Exercise brief:
Retype the entries below exactly, dropping the images.

Information given:
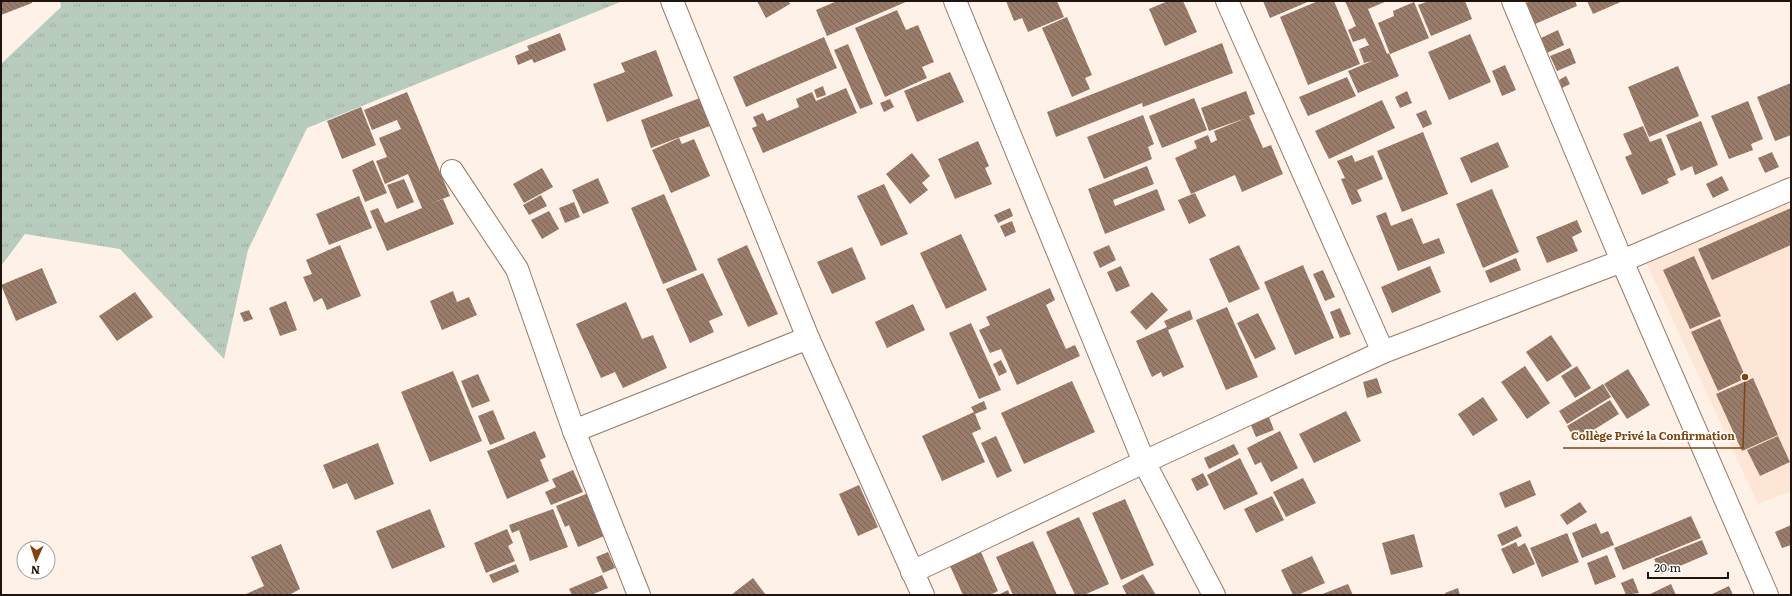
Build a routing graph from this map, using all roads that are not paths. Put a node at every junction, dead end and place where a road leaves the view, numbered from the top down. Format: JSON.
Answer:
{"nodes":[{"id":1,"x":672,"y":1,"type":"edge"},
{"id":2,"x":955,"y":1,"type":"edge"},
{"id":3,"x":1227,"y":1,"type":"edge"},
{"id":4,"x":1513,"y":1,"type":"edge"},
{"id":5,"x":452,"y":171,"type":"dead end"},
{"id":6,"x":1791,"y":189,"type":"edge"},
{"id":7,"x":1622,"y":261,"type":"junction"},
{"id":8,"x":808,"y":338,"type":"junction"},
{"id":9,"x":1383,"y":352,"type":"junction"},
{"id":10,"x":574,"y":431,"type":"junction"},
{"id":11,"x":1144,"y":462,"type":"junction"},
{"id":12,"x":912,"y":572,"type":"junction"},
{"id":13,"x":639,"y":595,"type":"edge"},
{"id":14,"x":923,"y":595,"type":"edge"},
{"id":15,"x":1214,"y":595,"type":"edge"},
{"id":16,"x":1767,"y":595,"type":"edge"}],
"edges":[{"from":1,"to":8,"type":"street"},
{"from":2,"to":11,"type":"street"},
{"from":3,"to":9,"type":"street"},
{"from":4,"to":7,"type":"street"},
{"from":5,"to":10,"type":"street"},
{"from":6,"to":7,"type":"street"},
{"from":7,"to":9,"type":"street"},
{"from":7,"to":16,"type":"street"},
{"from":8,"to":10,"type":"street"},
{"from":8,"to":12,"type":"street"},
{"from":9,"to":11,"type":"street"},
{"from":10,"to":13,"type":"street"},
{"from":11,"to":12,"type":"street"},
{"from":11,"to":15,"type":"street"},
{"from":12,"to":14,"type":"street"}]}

Output of the exercise:
Build a routing graph from this map, using all roads that are not paths. Put a node at every junction, dead end and place where a road leaves the view, numbered from the top down. Format: JSON.
Answer:
{"nodes":[{"id":1,"x":672,"y":1,"type":"edge"},
{"id":2,"x":955,"y":1,"type":"edge"},
{"id":3,"x":1227,"y":1,"type":"edge"},
{"id":4,"x":1513,"y":1,"type":"edge"},
{"id":5,"x":452,"y":171,"type":"dead end"},
{"id":6,"x":1791,"y":189,"type":"edge"},
{"id":7,"x":1622,"y":261,"type":"junction"},
{"id":8,"x":808,"y":338,"type":"junction"},
{"id":9,"x":1383,"y":352,"type":"junction"},
{"id":10,"x":574,"y":431,"type":"junction"},
{"id":11,"x":1144,"y":462,"type":"junction"},
{"id":12,"x":912,"y":572,"type":"junction"},
{"id":13,"x":639,"y":595,"type":"edge"},
{"id":14,"x":923,"y":595,"type":"edge"},
{"id":15,"x":1214,"y":595,"type":"edge"},
{"id":16,"x":1767,"y":595,"type":"edge"}],
"edges":[{"from":1,"to":8,"type":"street"},
{"from":2,"to":11,"type":"street"},
{"from":3,"to":9,"type":"street"},
{"from":4,"to":7,"type":"street"},
{"from":5,"to":10,"type":"street"},
{"from":6,"to":7,"type":"street"},
{"from":7,"to":9,"type":"street"},
{"from":7,"to":16,"type":"street"},
{"from":8,"to":10,"type":"street"},
{"from":8,"to":12,"type":"street"},
{"from":9,"to":11,"type":"street"},
{"from":10,"to":13,"type":"street"},
{"from":11,"to":12,"type":"street"},
{"from":11,"to":15,"type":"street"},
{"from":12,"to":14,"type":"street"}]}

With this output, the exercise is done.